DATA EXTRACTS START

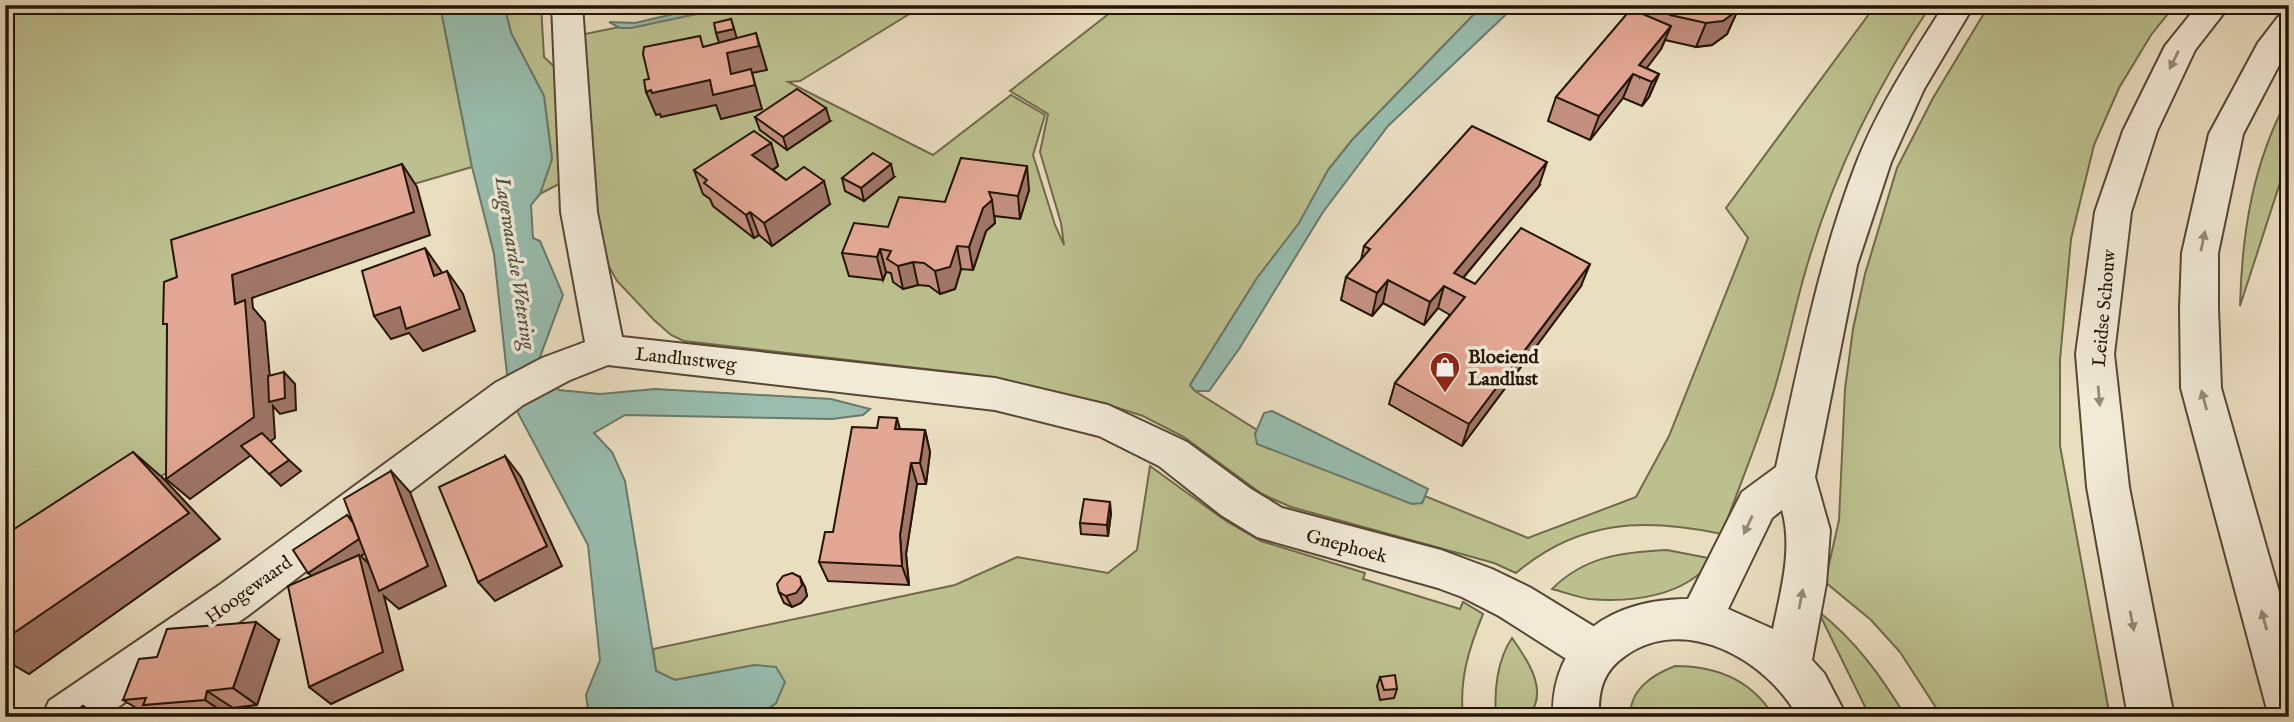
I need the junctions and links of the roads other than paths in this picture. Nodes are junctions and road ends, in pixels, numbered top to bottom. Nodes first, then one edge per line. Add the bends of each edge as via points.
1 (567, 5) edge
2 (1959, 5) edge
3 (2215, 5) edge
4 (2289, 24) edge
5 (606, 350) junction
6 (1108, 422) joint
7 (1794, 477) junction
8 (1700, 621) junction
9 (1595, 652) junction
10 (1788, 666) junction
11 (2289, 709) edge
12 (2150, 710) edge
13 (65, 717) edge
14 (1576, 717) edge
15 (1824, 717) edge

1 - 5 street via 579,212
2 - 7 street via 1908,89 1874,162 1839,265
3 -> 12 street, Leidse Schouw via 2181,46 2140,131 2113,212 2095,354 2108,487
11 -> 4 street via 2201,388 2199,309 2200,253 2226,134 2269,50
5 - 6 street, Landlustweg via 995,394
5 - 13 street, Hoogewaard via 509,394 234,600
6 - 9 street, Gnephoek via 1173,454 1272,524 1477,583
7 -> 8 street via 1758,505
10 -> 7 street via 1809,530
8 - 9 street via 1640,622 1623,629
8 - 10 street via 1742,635
9 - 14 street via 1584,669
10 - 15 street

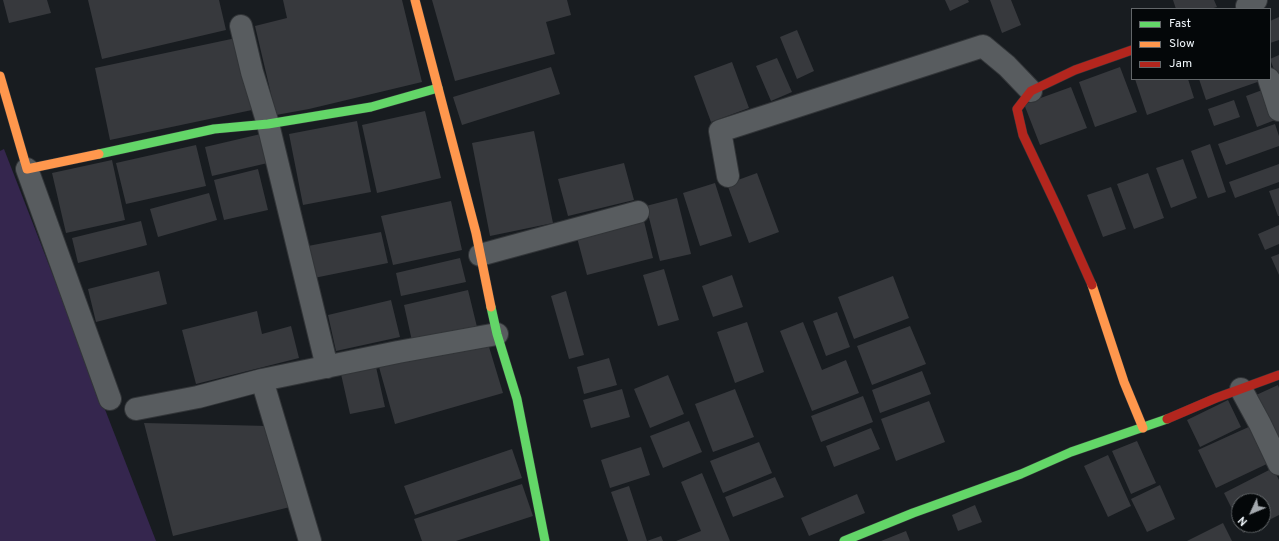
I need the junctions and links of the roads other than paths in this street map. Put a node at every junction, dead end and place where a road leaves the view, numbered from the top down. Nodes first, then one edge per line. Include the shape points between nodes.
1 (415, 0) edge
2 (241, 26) dead end
3 (1131, 50) edge
4 (1269, 80) edge
5 (1, 82) edge
6 (438, 88) junction
7 (1032, 91) junction
8 (1279, 110) edge
9 (268, 124) junction
10 (28, 169) junction
11 (728, 176) dead end
12 (638, 212) dead end
13 (480, 255) junction
14 (497, 334) junction
15 (327, 367) junction
16 (1279, 375) edge
17 (262, 380) junction
18 (1241, 389) junction
19 (110, 399) dead end
20 (136, 409) dead end
21 (1143, 428) junction
22 (1279, 464) edge
23 (310, 541) edge
24 (545, 541) edge
25 (844, 541) edge

1 - 6 street
2 - 9 street
3 - 7 street via 1075,70
4 - 8 street
5 - 10 street
6 - 9 street via 371,107
6 - 13 street
7 - 11 street via 983,46 720,131
7 - 21 street via 1017,109 1023,135 1090,280 1124,382
9 - 10 street via 214,129
9 - 15 street
10 - 19 street
12 - 13 street
13 - 14 street
14 - 15 street
14 - 24 street via 517,399
15 - 17 street
16 - 18 street
17 - 20 street
17 - 23 street
18 - 21 street
18 - 22 street
21 - 25 street via 1071,452 1021,474

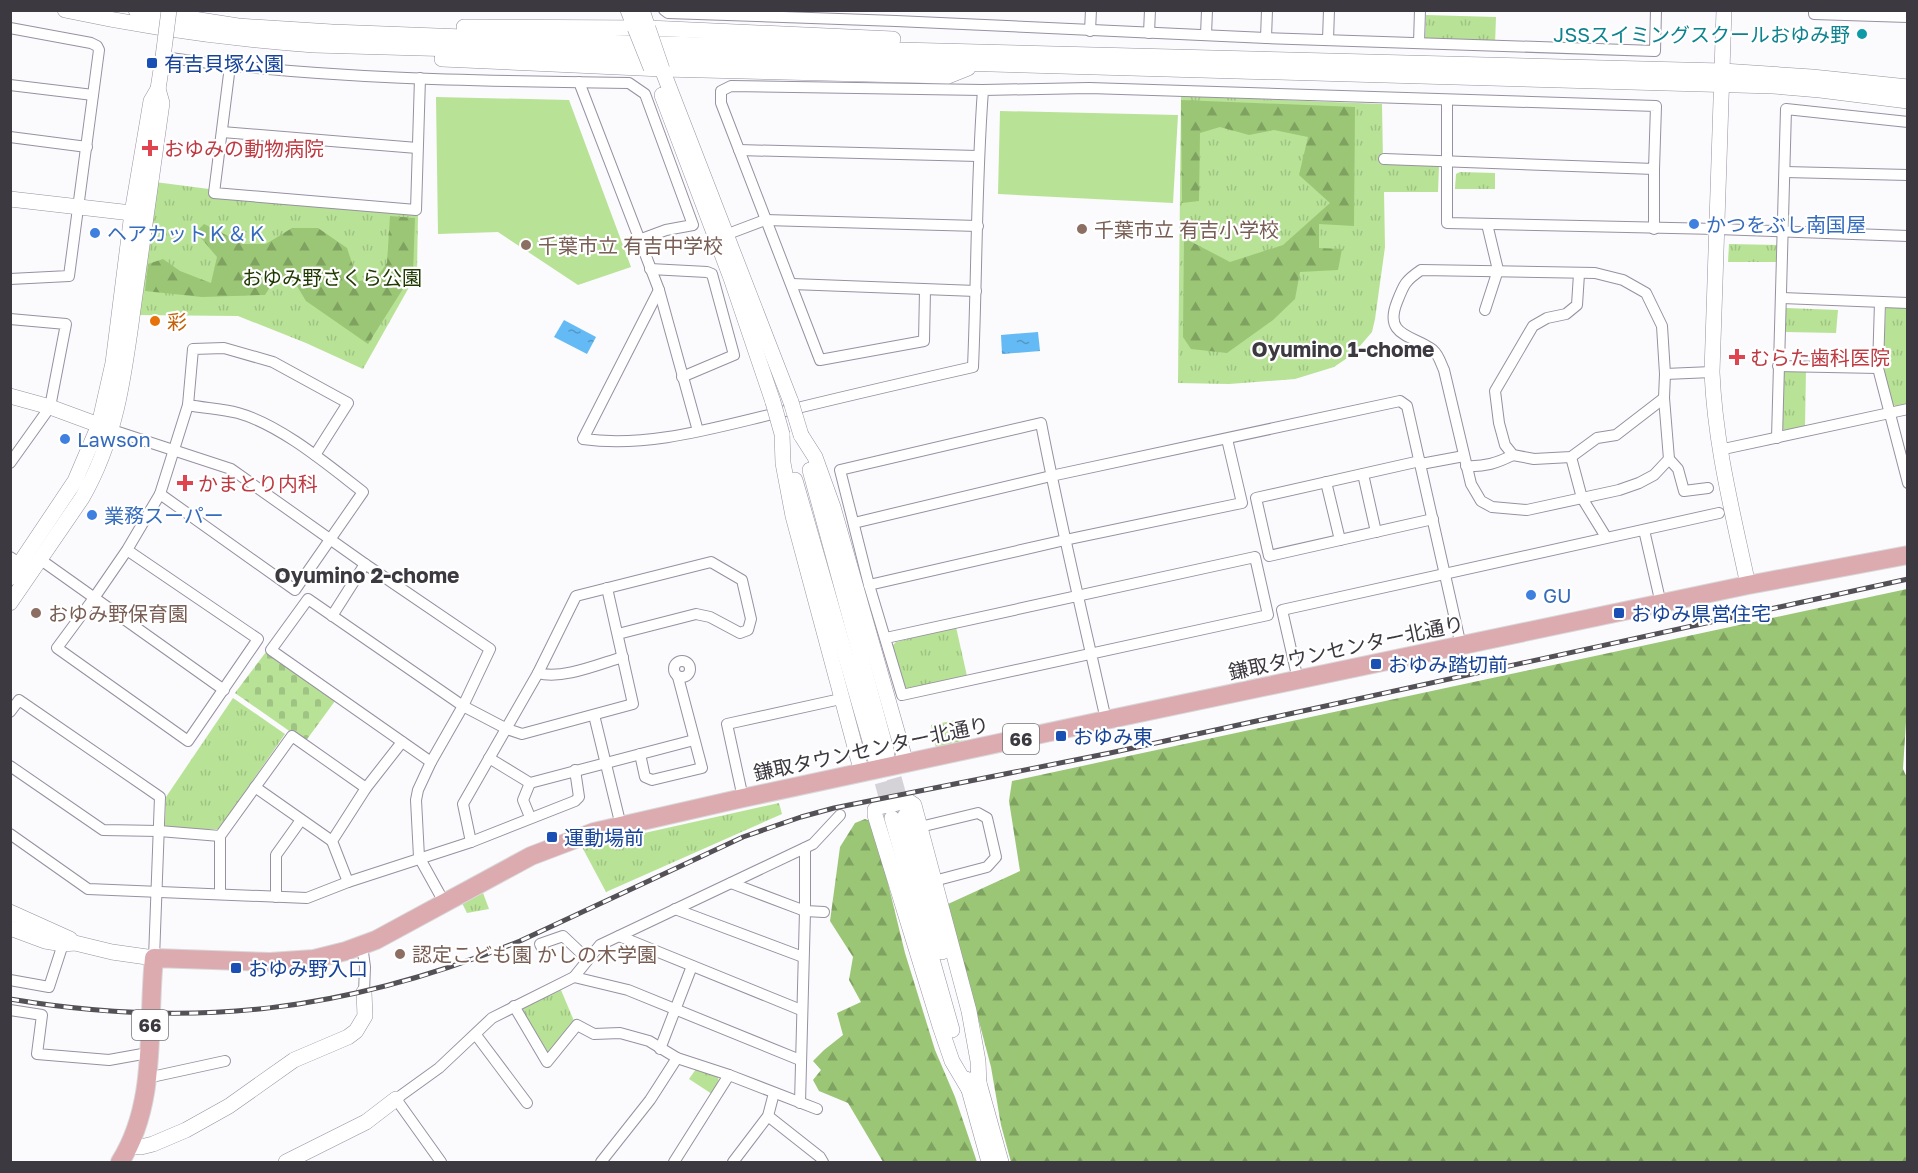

DATA EXTRACTS END

## [WHAT NEEDS TO BE DONE]
Here the job is to retype exactly the lines that start at the one containing "points between nodes." and run through the end of the records above, leaving out pictures.

## [EXERCISE OUTPUT]
I need the junctions and links of the roads other than paths in this street map. Put a node at every junction, dead end and place where a road leaves the view, numbered from the top down. Nodes first, then one edge per line. Include the shape points between nodes.
1 (415, 0) edge
2 (241, 26) dead end
3 (1131, 50) edge
4 (1269, 80) edge
5 (1, 82) edge
6 (438, 88) junction
7 (1032, 91) junction
8 (1279, 110) edge
9 (268, 124) junction
10 (28, 169) junction
11 (728, 176) dead end
12 (638, 212) dead end
13 (480, 255) junction
14 (497, 334) junction
15 (327, 367) junction
16 (1279, 375) edge
17 (262, 380) junction
18 (1241, 389) junction
19 (110, 399) dead end
20 (136, 409) dead end
21 (1143, 428) junction
22 (1279, 464) edge
23 (310, 541) edge
24 (545, 541) edge
25 (844, 541) edge

1 - 6 street
2 - 9 street
3 - 7 street via 1075,70
4 - 8 street
5 - 10 street
6 - 9 street via 371,107
6 - 13 street
7 - 11 street via 983,46 720,131
7 - 21 street via 1017,109 1023,135 1090,280 1124,382
9 - 10 street via 214,129
9 - 15 street
10 - 19 street
12 - 13 street
13 - 14 street
14 - 15 street
14 - 24 street via 517,399
15 - 17 street
16 - 18 street
17 - 20 street
17 - 23 street
18 - 21 street
18 - 22 street
21 - 25 street via 1071,452 1021,474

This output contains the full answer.